§ Try it: Write out every single entry exactly.

§ Given entries:

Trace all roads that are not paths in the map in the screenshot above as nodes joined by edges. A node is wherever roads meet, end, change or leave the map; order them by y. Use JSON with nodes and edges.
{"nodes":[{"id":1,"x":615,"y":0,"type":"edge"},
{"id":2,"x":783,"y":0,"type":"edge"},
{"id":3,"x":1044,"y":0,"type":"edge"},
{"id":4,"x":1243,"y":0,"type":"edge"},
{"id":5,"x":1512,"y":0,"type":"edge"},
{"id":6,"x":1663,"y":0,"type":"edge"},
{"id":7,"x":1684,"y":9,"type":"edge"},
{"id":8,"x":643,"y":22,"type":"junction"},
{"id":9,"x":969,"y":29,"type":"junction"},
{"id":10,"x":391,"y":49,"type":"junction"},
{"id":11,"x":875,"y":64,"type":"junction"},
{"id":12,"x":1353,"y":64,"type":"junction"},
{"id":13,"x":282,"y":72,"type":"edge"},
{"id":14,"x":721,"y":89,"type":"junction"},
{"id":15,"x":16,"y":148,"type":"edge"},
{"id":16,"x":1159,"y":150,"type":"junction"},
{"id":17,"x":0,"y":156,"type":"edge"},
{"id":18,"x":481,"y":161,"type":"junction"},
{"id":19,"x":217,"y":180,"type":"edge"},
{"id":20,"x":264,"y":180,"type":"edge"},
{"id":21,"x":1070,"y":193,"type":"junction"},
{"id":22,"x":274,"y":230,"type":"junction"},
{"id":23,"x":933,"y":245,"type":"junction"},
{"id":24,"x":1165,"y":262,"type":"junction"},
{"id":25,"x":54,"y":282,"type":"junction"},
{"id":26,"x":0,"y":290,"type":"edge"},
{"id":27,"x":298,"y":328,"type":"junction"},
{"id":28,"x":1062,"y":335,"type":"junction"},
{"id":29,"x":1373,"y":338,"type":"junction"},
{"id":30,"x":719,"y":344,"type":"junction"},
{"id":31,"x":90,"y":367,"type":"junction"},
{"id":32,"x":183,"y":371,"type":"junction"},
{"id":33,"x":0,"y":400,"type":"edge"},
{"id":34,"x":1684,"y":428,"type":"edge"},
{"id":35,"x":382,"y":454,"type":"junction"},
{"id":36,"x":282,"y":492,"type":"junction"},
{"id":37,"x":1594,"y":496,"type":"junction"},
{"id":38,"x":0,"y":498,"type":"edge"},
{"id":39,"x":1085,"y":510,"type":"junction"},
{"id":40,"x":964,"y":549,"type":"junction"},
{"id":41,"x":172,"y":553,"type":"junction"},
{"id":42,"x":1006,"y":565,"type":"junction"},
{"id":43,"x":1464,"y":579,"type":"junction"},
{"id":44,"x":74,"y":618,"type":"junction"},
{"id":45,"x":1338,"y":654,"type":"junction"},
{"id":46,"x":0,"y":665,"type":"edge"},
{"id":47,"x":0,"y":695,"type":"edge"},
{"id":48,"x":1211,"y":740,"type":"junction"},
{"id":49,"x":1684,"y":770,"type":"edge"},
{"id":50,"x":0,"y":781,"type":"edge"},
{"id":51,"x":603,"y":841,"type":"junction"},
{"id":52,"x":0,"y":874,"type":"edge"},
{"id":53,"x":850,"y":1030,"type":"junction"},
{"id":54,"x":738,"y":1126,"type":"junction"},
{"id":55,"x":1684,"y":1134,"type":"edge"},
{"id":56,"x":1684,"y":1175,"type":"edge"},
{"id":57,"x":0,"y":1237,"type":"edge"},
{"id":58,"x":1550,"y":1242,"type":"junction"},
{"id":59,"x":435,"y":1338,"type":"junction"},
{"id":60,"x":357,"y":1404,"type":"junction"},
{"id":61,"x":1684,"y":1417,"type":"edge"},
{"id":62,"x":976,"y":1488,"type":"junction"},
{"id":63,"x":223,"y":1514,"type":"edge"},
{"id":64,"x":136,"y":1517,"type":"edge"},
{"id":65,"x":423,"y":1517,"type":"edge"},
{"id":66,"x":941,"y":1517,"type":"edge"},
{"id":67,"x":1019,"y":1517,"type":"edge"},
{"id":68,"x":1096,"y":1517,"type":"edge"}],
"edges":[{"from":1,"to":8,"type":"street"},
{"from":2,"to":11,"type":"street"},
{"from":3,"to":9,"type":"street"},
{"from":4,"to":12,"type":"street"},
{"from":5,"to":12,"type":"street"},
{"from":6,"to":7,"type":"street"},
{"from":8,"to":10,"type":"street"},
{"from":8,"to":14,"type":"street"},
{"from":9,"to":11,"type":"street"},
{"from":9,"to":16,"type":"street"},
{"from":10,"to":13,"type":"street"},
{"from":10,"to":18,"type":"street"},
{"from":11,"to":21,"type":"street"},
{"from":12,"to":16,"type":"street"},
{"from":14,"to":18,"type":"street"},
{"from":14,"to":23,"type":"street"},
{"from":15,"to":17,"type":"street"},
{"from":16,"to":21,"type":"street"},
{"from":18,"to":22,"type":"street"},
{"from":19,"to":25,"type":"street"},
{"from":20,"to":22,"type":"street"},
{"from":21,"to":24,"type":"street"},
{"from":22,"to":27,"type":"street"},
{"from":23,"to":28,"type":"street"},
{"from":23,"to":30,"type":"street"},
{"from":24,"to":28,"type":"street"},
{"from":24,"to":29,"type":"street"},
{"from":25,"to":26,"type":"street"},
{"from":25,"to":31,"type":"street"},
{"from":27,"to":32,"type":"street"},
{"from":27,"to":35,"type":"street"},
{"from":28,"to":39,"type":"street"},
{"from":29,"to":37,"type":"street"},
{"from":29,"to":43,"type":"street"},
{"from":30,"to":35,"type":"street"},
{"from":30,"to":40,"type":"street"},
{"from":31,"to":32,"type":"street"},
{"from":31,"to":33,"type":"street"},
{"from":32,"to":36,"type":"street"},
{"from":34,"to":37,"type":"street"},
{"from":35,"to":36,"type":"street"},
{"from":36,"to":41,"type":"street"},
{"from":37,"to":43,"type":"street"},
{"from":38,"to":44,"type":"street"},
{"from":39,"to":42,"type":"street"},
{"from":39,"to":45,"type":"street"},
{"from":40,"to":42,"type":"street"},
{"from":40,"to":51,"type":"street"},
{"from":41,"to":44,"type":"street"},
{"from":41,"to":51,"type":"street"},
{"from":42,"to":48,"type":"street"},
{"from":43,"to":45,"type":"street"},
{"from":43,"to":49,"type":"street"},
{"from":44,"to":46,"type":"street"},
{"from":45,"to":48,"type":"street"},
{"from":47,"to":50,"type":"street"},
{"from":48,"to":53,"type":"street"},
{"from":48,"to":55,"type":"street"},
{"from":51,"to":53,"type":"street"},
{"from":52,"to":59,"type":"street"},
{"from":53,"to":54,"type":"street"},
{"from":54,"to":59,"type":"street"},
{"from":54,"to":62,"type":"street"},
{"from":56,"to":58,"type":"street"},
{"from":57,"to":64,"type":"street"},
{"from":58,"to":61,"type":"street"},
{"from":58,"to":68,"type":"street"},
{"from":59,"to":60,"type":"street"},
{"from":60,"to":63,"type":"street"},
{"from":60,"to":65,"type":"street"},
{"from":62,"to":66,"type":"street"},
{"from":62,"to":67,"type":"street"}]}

§ Problem solution:
Trace all roads that are not paths in the map in the screenshot above as nodes joined by edges. A node is wherever roads meet, end, change or leave the map; order them by y. Use JSON with nodes and edges.
{"nodes":[{"id":1,"x":615,"y":0,"type":"edge"},
{"id":2,"x":783,"y":0,"type":"edge"},
{"id":3,"x":1044,"y":0,"type":"edge"},
{"id":4,"x":1243,"y":0,"type":"edge"},
{"id":5,"x":1512,"y":0,"type":"edge"},
{"id":6,"x":1663,"y":0,"type":"edge"},
{"id":7,"x":1684,"y":9,"type":"edge"},
{"id":8,"x":643,"y":22,"type":"junction"},
{"id":9,"x":969,"y":29,"type":"junction"},
{"id":10,"x":391,"y":49,"type":"junction"},
{"id":11,"x":875,"y":64,"type":"junction"},
{"id":12,"x":1353,"y":64,"type":"junction"},
{"id":13,"x":282,"y":72,"type":"edge"},
{"id":14,"x":721,"y":89,"type":"junction"},
{"id":15,"x":16,"y":148,"type":"edge"},
{"id":16,"x":1159,"y":150,"type":"junction"},
{"id":17,"x":0,"y":156,"type":"edge"},
{"id":18,"x":481,"y":161,"type":"junction"},
{"id":19,"x":217,"y":180,"type":"edge"},
{"id":20,"x":264,"y":180,"type":"edge"},
{"id":21,"x":1070,"y":193,"type":"junction"},
{"id":22,"x":274,"y":230,"type":"junction"},
{"id":23,"x":933,"y":245,"type":"junction"},
{"id":24,"x":1165,"y":262,"type":"junction"},
{"id":25,"x":54,"y":282,"type":"junction"},
{"id":26,"x":0,"y":290,"type":"edge"},
{"id":27,"x":298,"y":328,"type":"junction"},
{"id":28,"x":1062,"y":335,"type":"junction"},
{"id":29,"x":1373,"y":338,"type":"junction"},
{"id":30,"x":719,"y":344,"type":"junction"},
{"id":31,"x":90,"y":367,"type":"junction"},
{"id":32,"x":183,"y":371,"type":"junction"},
{"id":33,"x":0,"y":400,"type":"edge"},
{"id":34,"x":1684,"y":428,"type":"edge"},
{"id":35,"x":382,"y":454,"type":"junction"},
{"id":36,"x":282,"y":492,"type":"junction"},
{"id":37,"x":1594,"y":496,"type":"junction"},
{"id":38,"x":0,"y":498,"type":"edge"},
{"id":39,"x":1085,"y":510,"type":"junction"},
{"id":40,"x":964,"y":549,"type":"junction"},
{"id":41,"x":172,"y":553,"type":"junction"},
{"id":42,"x":1006,"y":565,"type":"junction"},
{"id":43,"x":1464,"y":579,"type":"junction"},
{"id":44,"x":74,"y":618,"type":"junction"},
{"id":45,"x":1338,"y":654,"type":"junction"},
{"id":46,"x":0,"y":665,"type":"edge"},
{"id":47,"x":0,"y":695,"type":"edge"},
{"id":48,"x":1211,"y":740,"type":"junction"},
{"id":49,"x":1684,"y":770,"type":"edge"},
{"id":50,"x":0,"y":781,"type":"edge"},
{"id":51,"x":603,"y":841,"type":"junction"},
{"id":52,"x":0,"y":874,"type":"edge"},
{"id":53,"x":850,"y":1030,"type":"junction"},
{"id":54,"x":738,"y":1126,"type":"junction"},
{"id":55,"x":1684,"y":1134,"type":"edge"},
{"id":56,"x":1684,"y":1175,"type":"edge"},
{"id":57,"x":0,"y":1237,"type":"edge"},
{"id":58,"x":1550,"y":1242,"type":"junction"},
{"id":59,"x":435,"y":1338,"type":"junction"},
{"id":60,"x":357,"y":1404,"type":"junction"},
{"id":61,"x":1684,"y":1417,"type":"edge"},
{"id":62,"x":976,"y":1488,"type":"junction"},
{"id":63,"x":223,"y":1514,"type":"edge"},
{"id":64,"x":136,"y":1517,"type":"edge"},
{"id":65,"x":423,"y":1517,"type":"edge"},
{"id":66,"x":941,"y":1517,"type":"edge"},
{"id":67,"x":1019,"y":1517,"type":"edge"},
{"id":68,"x":1096,"y":1517,"type":"edge"}],
"edges":[{"from":1,"to":8,"type":"street"},
{"from":2,"to":11,"type":"street"},
{"from":3,"to":9,"type":"street"},
{"from":4,"to":12,"type":"street"},
{"from":5,"to":12,"type":"street"},
{"from":6,"to":7,"type":"street"},
{"from":8,"to":10,"type":"street"},
{"from":8,"to":14,"type":"street"},
{"from":9,"to":11,"type":"street"},
{"from":9,"to":16,"type":"street"},
{"from":10,"to":13,"type":"street"},
{"from":10,"to":18,"type":"street"},
{"from":11,"to":21,"type":"street"},
{"from":12,"to":16,"type":"street"},
{"from":14,"to":18,"type":"street"},
{"from":14,"to":23,"type":"street"},
{"from":15,"to":17,"type":"street"},
{"from":16,"to":21,"type":"street"},
{"from":18,"to":22,"type":"street"},
{"from":19,"to":25,"type":"street"},
{"from":20,"to":22,"type":"street"},
{"from":21,"to":24,"type":"street"},
{"from":22,"to":27,"type":"street"},
{"from":23,"to":28,"type":"street"},
{"from":23,"to":30,"type":"street"},
{"from":24,"to":28,"type":"street"},
{"from":24,"to":29,"type":"street"},
{"from":25,"to":26,"type":"street"},
{"from":25,"to":31,"type":"street"},
{"from":27,"to":32,"type":"street"},
{"from":27,"to":35,"type":"street"},
{"from":28,"to":39,"type":"street"},
{"from":29,"to":37,"type":"street"},
{"from":29,"to":43,"type":"street"},
{"from":30,"to":35,"type":"street"},
{"from":30,"to":40,"type":"street"},
{"from":31,"to":32,"type":"street"},
{"from":31,"to":33,"type":"street"},
{"from":32,"to":36,"type":"street"},
{"from":34,"to":37,"type":"street"},
{"from":35,"to":36,"type":"street"},
{"from":36,"to":41,"type":"street"},
{"from":37,"to":43,"type":"street"},
{"from":38,"to":44,"type":"street"},
{"from":39,"to":42,"type":"street"},
{"from":39,"to":45,"type":"street"},
{"from":40,"to":42,"type":"street"},
{"from":40,"to":51,"type":"street"},
{"from":41,"to":44,"type":"street"},
{"from":41,"to":51,"type":"street"},
{"from":42,"to":48,"type":"street"},
{"from":43,"to":45,"type":"street"},
{"from":43,"to":49,"type":"street"},
{"from":44,"to":46,"type":"street"},
{"from":45,"to":48,"type":"street"},
{"from":47,"to":50,"type":"street"},
{"from":48,"to":53,"type":"street"},
{"from":48,"to":55,"type":"street"},
{"from":51,"to":53,"type":"street"},
{"from":52,"to":59,"type":"street"},
{"from":53,"to":54,"type":"street"},
{"from":54,"to":59,"type":"street"},
{"from":54,"to":62,"type":"street"},
{"from":56,"to":58,"type":"street"},
{"from":57,"to":64,"type":"street"},
{"from":58,"to":61,"type":"street"},
{"from":58,"to":68,"type":"street"},
{"from":59,"to":60,"type":"street"},
{"from":60,"to":63,"type":"street"},
{"from":60,"to":65,"type":"street"},
{"from":62,"to":66,"type":"street"},
{"from":62,"to":67,"type":"street"}]}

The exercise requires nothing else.